In partnership with the D.C. Department of Human Services and the Mayor’s Office on Latino Affairs, BHAP assists participants with the process of applying for public benefits, including Medicaid. BHAP outreach workers provide guidance to participants throughout the application process and support Mary’s Center participants with gathering their necessary documents and help translate all necessary information. Lyda Vanegas, a spokesperson for Mary’s Center, tells City Paper that BHAP was one of the Center’s first programs and started to provide services in 1990. 

According to Vanegas, the program began to “help our immigrant patients coming for prenatal and pediatric care at that time to enroll in the services they were eligible for given their difficult circumstances. Since then, [BHAP has] been helping thousands of participants with insurance and other public benefits enrollment.”

D.C. Health Link is the health insurance marketplace for the District of Columbia, created pursuant to the Patient Protection and Affordable Care Act. On its website, residents can purchase insurance or find out how to apply for Medicaid. Prince George’s County Health Connect is a program that supports Medicaid renewals for county residents and helps them enroll in health insurance through Maryland’s state marketplace. 

According to the KFF, immigrants and people with limited English proficiency, people with disabilities, and older adults are at an increased risk of losing coverage or experiencing a gap in coverage due to barriers completing the renewal process, even if they remain eligible for coverage. Mary’s Center emphasizes its marketing campaign that works to keep participants informed about deadlines and gives them resources to help them with renewals. “All the communications have been translated in various languages to educate the community on Medicaid’s enrollment process,” Pavao says. 

At Unity Health Care, as of 2022, 62 percent of its more than 82,000 patients relied on Medicaid. As a result, they have developed ideas to make sure their residents don’t lose their benefits.

“Our health centers have signage alerting patients to the need to renew that includes a QR code connecting them to additional information from the Department of Health Care Finance,” a spokesperson from Unity Health Care wrote in a statement to City Paper.

When a resident’s Medicaid coverage is up for renewal, DHCF will also send a letter to the address the resident provided when they applied for health coverage.

Unity Health Care explained that “the application is significant” and in order to complete the process, patients must log in to the DistrictDirectDC website.

“We know many of our patients have barriers to accessing computers or have limited knowledge of using them,” the spokesperson from Unity Health Care wrote. To help, Unity Health Care is making team members and laptops available at their health centers so that patients can re-enroll with technological and physical support by their side.

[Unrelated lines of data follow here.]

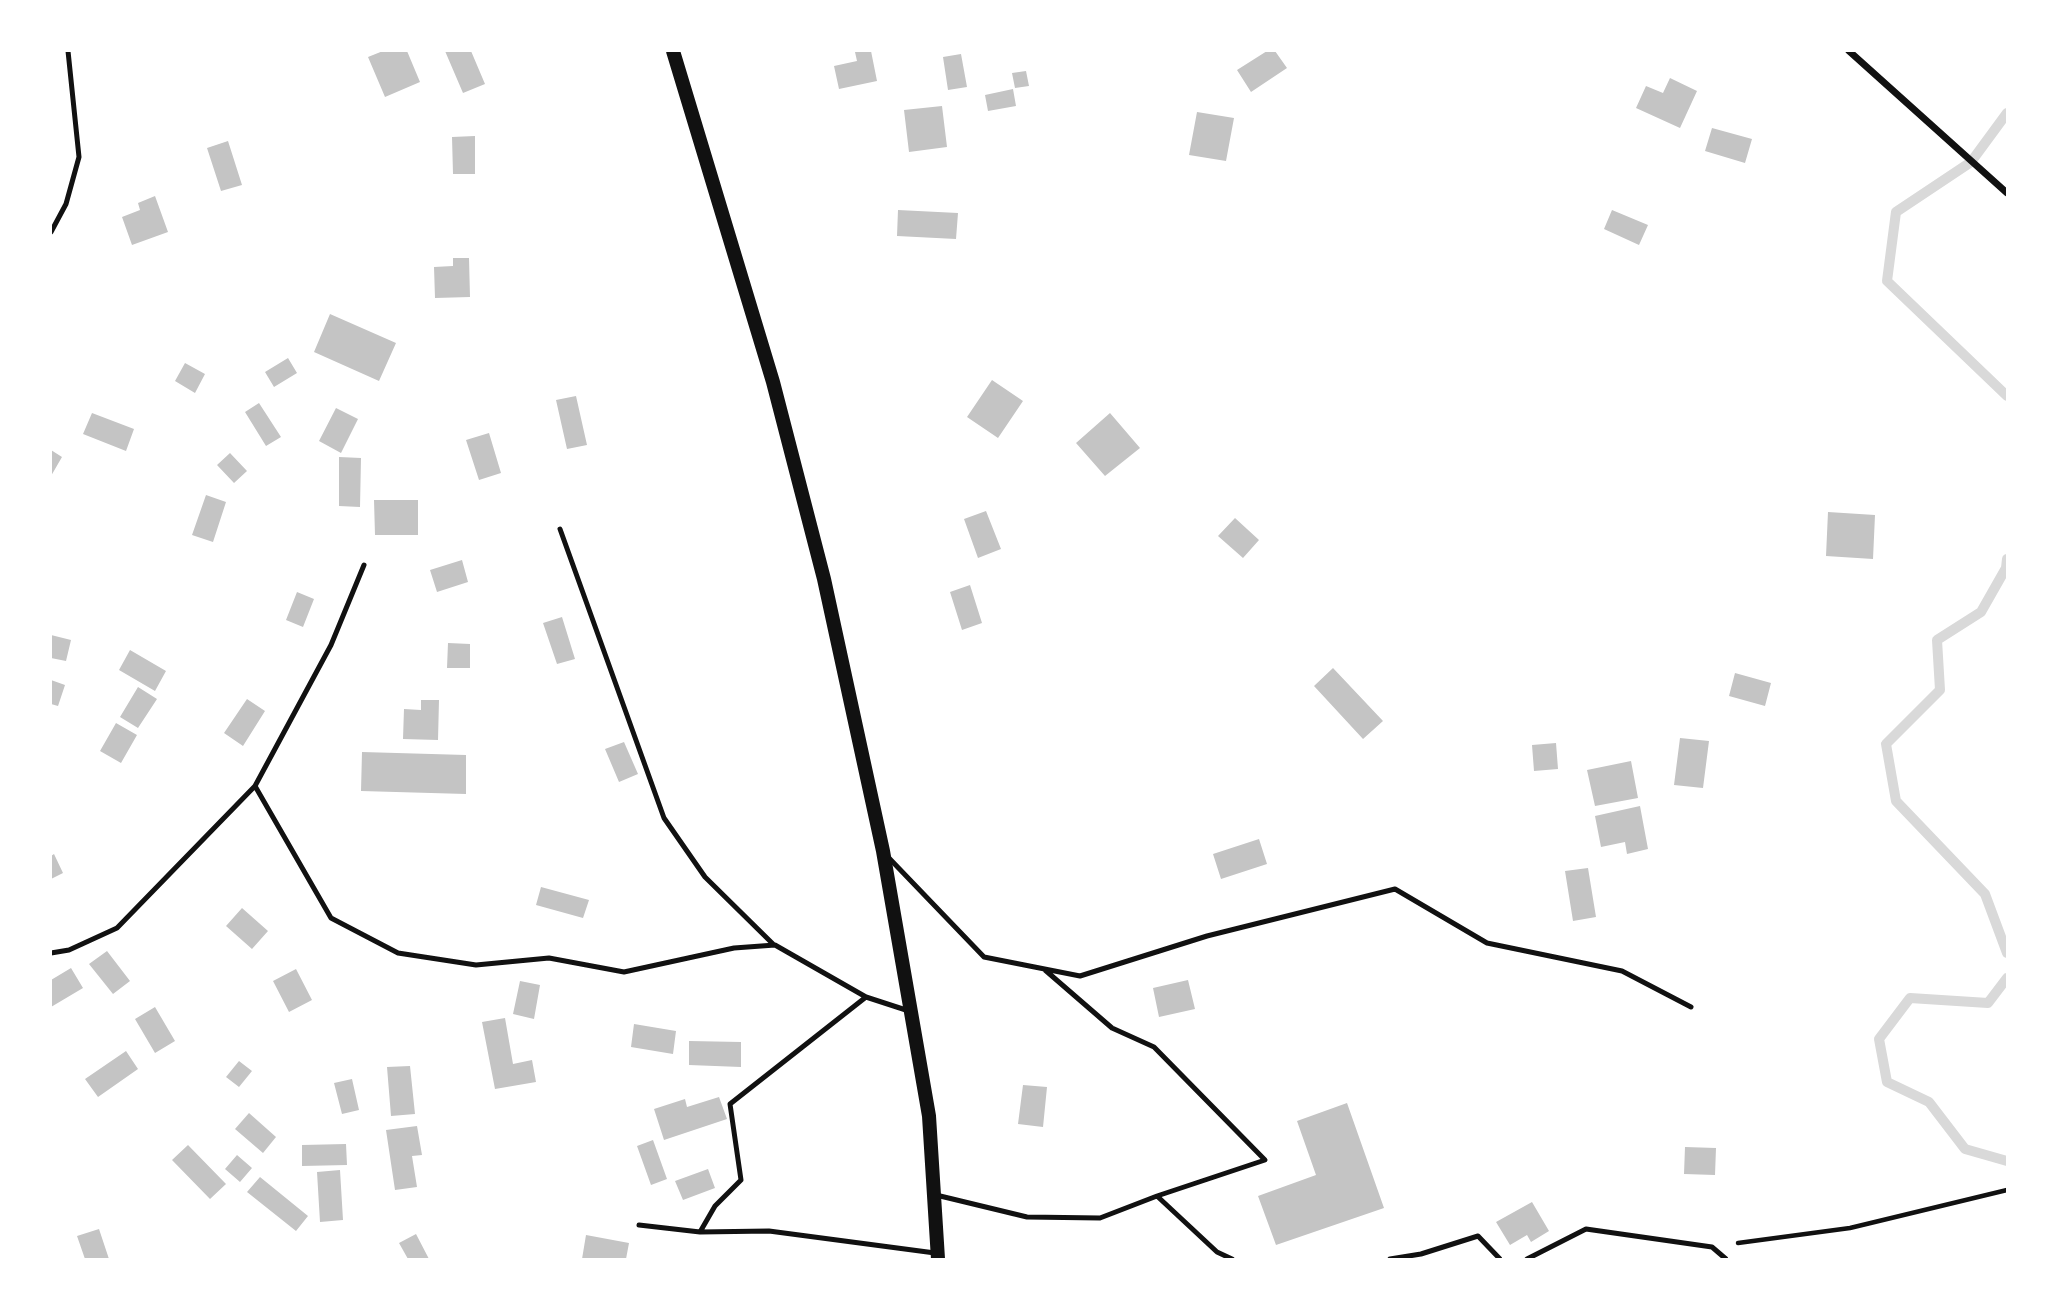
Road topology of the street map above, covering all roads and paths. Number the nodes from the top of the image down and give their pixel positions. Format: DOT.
graph roads {
  1 [pos="68,51"];
  2 [pos="673,51"];
  3 [pos="1849,51"];
  4 [pos="2007,193"];
  5 [pos="51,232"];
  6 [pos="560,529"];
  7 [pos="365,565"];
  8 [pos="255,786"];
  9 [pos="883,851"];
  10 [pos="775,945"];
  11 [pos="51,953"];
  12 [pos="1043,968"];
  13 [pos="866,997"];
  14 [pos="1692,1007"];
  15 [pos="910,1011"];
  16 [pos="2007,1190"];
  17 [pos="934,1194"];
  18 [pos="1157,1196"];
  19 [pos="639,1225"];
  20 [pos="700,1232"];
  21 [pos="1712,1247"];
  22 [pos="938,1256"];
  23 [pos="1231,1259"];
  24 [pos="1390,1259"];
  25 [pos="1500,1259"];
  26 [pos="1527,1259"];
  27 [pos="1726,1259"];
  1 -- 5 [label="lane"];
  2 -- 9 [label="main road"];
  3 -- 4 [label="street"];
  6 -- 10 [label="lane"];
  7 -- 8 [label="lane"];
  8 -- 10 [label="lane"];
  8 -- 11 [label="lane"];
  9 -- 12 [label="lane"];
  9 -- 15 [label="main road"];
  10 -- 13 [label="lane"];
  12 -- 14 [label="lane"];
  12 -- 18 [label="lane"];
  13 -- 15 [label="lane"];
  13 -- 20 [label="lane"];
  15 -- 17 [label="main road"];
  16 -- 21 [label="path"];
  17 -- 18 [label="lane"];
  17 -- 22 [label="main road"];
  18 -- 23 [label="lane"];
  19 -- 20 [label="lane"];
  20 -- 22 [label="lane"];
  21 -- 26 [label="lane"];
  21 -- 27 [label="lane"];
  24 -- 25 [label="lane"];
}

According to the D.C. Department of Health Care Finance Eligibility Monitoring Dashboard, 306,242 D.C. residents are enrolled in Medicaid and 20,459 are enrolled in Alliance and Immigrant Children’s Programs as of June 2023. 

According to Pavao, Mary’s Center supported a total of 1,266 D.C. residents with Medicaid, Alliance and ICP applications and renewals from January to April 2023. Although they haven’t experienced any Medicaid delays, the group has experienced ICP delays beyond the 45-day DHS timeline. DHS has 45 days to process ICP applications before recipients lose their benefits.

According to its statement to City Paper, in 2023, Unity’s social services team has completed approximately 1,000 encounters so far with patients regarding insurance enrollment and Unity’s insurance specialist completed around 540 face-to-face insurance visits. 

“We know that applications submitted with assistance from the social services team have had lower rates of rejection and our ongoing partnership with the Ombudsman Office has supported improved processing time for applications,” the spokesperson wrote. “This important work will continue throughout the full re enrollment period.”

This story has been updated with figures on D.C.’s Medicaid disenrollment.